Pete Buttigeig is not likely to get my vote, but that is irrelevant. For some reason sections of the Democratic party and the press keep rotating people up to where they try to "make them a thing" with no corresponding actual public support at all behind it.
The 1st instance of this was with Hillary. It was part of her downfall as a candidate. "Annointed" candidates don’t motivate the middle, and that is where an election is won. They also made startlingly naive campaign decisions, but that is another topic.
The whole primary process was the media specifically fawning over one candidate then another, trying to get one to "click". None did, and Joe won by seeming safe, and by not being Trump. Even then they couldn’t stop trying to meddle, and took a presidential candidate so unpopular she dropped out before the 1st primary, and stuck her as VP, and heir apparent as the next candidate. To no one’s surprise who has run campaigns, she remains the same person the voters didn’t like 2 years ago.

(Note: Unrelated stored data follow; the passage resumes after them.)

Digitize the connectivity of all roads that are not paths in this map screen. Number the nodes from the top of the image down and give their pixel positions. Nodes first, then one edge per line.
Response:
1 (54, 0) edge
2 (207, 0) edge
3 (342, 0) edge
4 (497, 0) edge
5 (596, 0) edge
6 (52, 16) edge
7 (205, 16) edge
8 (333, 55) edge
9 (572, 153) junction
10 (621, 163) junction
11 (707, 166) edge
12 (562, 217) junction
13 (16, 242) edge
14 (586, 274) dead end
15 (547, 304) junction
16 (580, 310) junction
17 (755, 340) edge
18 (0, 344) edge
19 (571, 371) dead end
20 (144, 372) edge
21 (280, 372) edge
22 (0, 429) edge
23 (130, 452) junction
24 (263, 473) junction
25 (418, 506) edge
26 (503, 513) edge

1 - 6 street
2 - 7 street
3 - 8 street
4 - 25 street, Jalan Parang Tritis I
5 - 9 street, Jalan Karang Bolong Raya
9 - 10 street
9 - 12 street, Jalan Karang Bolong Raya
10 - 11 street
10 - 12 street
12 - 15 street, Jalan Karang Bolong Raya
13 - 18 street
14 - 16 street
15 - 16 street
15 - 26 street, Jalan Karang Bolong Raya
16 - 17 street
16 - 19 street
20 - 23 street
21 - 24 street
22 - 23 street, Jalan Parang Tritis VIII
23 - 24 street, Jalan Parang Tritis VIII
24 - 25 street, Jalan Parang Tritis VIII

Pete is just the latest example of this. Personally he may be a nice guy, but he has never clicked with any wide audience. Being the Child Mayor of South Bend is interesting, but not a grab your attention qualifcation. No offense to the fine people of South Bend, but most American’s don’t know anything about it beyond being where Notre Dame is located. His tenure seems to overall have been OK, but nothing dynamic. So what is left? Only checking the box as being gay. That isn’t going offset his lack of relevant experience.

This is just an educated guess on my part, but the DNC had run the national party for so long, they are desperate to continue to do so and control the narrative. The problem is they are based on the old core of the Clinton Administration, and Hillary was the last one in the queue they had built up. With her gone, it is just one trial balloon after another, but all orchestrated vs. risking popular support determining who may suddenly emerge as leader for the future of the party, but not be under the DNC’s thumb.

That ended up longer than I planned, but I enjoyed your article, and look forward to more from you.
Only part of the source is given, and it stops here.